Input records: Begin

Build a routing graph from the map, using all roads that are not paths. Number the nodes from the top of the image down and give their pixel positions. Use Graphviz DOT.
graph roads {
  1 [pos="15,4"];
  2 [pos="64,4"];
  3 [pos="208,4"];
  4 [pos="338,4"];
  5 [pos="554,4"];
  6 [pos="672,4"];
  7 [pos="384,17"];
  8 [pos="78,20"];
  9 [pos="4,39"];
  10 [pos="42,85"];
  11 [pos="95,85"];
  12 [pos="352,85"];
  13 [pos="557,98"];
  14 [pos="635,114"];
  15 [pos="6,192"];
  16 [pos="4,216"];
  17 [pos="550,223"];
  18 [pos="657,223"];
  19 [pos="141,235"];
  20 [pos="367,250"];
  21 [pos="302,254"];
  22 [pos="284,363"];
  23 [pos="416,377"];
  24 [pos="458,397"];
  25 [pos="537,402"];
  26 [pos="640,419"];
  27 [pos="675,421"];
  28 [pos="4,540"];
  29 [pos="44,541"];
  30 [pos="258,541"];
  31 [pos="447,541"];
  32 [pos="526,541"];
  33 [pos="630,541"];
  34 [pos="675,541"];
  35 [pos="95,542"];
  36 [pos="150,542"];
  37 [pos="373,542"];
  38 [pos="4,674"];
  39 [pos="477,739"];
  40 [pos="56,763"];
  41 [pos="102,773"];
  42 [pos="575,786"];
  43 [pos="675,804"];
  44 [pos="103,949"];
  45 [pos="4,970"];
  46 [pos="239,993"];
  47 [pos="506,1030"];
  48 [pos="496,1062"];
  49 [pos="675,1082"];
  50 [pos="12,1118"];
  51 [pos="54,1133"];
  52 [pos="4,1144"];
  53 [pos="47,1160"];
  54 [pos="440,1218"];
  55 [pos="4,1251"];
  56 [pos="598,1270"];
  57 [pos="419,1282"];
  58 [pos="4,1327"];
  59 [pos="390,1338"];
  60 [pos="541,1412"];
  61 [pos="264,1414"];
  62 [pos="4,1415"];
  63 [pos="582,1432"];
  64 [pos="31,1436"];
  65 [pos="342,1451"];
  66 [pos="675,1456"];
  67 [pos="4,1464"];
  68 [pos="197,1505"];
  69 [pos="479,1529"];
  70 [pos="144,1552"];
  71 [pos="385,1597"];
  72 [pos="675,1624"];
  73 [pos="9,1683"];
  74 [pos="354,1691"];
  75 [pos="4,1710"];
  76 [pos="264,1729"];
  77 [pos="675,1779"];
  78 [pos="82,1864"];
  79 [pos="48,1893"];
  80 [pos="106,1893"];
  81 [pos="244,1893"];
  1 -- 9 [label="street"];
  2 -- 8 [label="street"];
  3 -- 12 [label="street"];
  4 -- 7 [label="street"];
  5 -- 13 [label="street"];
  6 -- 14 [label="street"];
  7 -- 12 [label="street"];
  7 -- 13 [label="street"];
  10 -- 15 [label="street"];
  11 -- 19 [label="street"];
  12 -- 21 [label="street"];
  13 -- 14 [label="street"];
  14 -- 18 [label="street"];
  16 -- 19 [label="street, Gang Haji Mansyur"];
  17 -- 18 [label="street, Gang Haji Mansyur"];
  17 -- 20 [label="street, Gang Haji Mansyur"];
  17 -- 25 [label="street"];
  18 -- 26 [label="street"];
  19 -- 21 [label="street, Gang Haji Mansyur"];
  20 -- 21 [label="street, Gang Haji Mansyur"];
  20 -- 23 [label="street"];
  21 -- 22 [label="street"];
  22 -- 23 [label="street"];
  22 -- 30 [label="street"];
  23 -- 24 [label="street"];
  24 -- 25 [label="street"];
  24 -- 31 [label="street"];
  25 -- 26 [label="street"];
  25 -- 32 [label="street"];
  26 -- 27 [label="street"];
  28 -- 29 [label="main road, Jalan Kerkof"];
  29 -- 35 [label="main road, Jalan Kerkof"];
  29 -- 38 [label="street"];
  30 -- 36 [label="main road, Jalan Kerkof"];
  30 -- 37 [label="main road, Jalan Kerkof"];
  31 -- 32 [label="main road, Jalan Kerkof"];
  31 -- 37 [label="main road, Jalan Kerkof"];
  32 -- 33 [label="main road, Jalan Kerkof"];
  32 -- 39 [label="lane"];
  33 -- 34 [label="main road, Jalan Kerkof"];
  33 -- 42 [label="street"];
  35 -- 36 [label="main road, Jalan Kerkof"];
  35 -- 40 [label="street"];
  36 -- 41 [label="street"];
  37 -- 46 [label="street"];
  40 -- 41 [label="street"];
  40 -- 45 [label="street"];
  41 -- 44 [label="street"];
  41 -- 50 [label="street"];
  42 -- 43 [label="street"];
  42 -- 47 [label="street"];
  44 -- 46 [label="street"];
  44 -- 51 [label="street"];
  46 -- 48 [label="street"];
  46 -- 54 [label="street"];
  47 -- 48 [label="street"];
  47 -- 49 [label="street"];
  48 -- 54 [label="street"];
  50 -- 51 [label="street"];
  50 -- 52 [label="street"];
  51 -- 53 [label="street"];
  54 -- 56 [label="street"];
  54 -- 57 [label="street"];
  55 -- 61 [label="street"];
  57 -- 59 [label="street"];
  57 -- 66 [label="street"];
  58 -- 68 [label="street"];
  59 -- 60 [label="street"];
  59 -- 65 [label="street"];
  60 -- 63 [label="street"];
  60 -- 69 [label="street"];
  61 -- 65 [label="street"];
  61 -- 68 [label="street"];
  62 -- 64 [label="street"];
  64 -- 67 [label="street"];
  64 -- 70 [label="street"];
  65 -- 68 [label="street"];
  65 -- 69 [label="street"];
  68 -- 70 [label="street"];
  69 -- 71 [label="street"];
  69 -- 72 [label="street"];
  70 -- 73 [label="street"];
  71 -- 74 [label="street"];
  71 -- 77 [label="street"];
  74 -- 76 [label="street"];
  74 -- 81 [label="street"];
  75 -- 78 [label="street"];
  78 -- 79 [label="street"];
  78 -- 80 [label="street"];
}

Input records: End

▶ [Exercise aim]: Answer with one number only, the count of lines in the entries above that hold the string "Gang".

▶ [Output below]: 5